HAVANNA, Kuba –
Das sozialistische Kuba, Geburtsort der Salsa und anderer Rhythmen, die die Welt erobert haben, kapituliert nun vor der Invasion der südkoreanischen Popmusik.
Dreizehntausend Kilometer trennen das asiatische Land von der kommunistisch regierten Insel, ebenso wie eine andere Sprache und kulturelle Traditionen. Doch dank des mitreißenden Beats und der aufwendigen Choreographie des K-Pop scheinen all diese Barrieren im Bruchteil einer Sekunde zu verschwinden.

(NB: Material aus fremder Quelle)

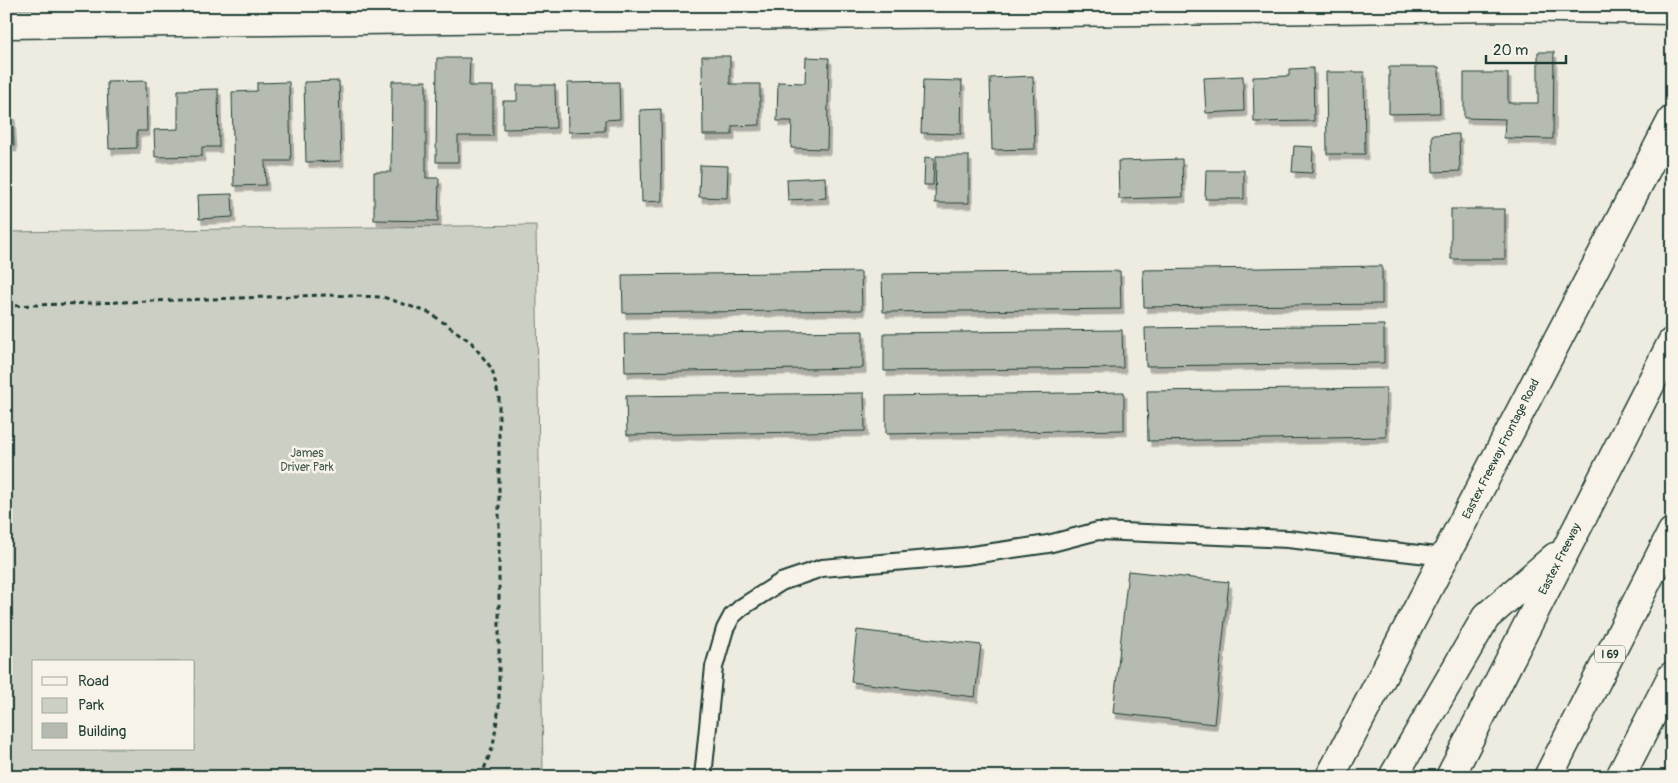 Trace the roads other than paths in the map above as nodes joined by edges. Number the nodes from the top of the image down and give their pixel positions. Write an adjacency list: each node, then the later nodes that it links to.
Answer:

Die koreanische Popmusik, auch K-Pop genannt, hat sich von ihren asiatischen Wurzeln aus weit verbreitet, da Boybands wie BTS und NCT sowie ihr weibliches Gegenstück Blackpink weltweit mit Taylor Swift in Sachen Downloads und Albumverkäufen konkurrieren.
In Kuba allerdings, wo Salsa der Renner ist und die Internetgeschwindigkeiten bis vor kurzem minimal waren, hat sich die Technologie nur langsam durchgesetzt.
Fernab von Seoul zeigten am Samstag Dutzende Teenager in Karomuster, Privatschulröcken, weiten Bomberhosen und dickem schwarzen Eyeliner ihre besten Moves, während auf einer großen Leinwand in einem Tanzclub in Havanna Bilder der Idole des Genres projiziert wurden.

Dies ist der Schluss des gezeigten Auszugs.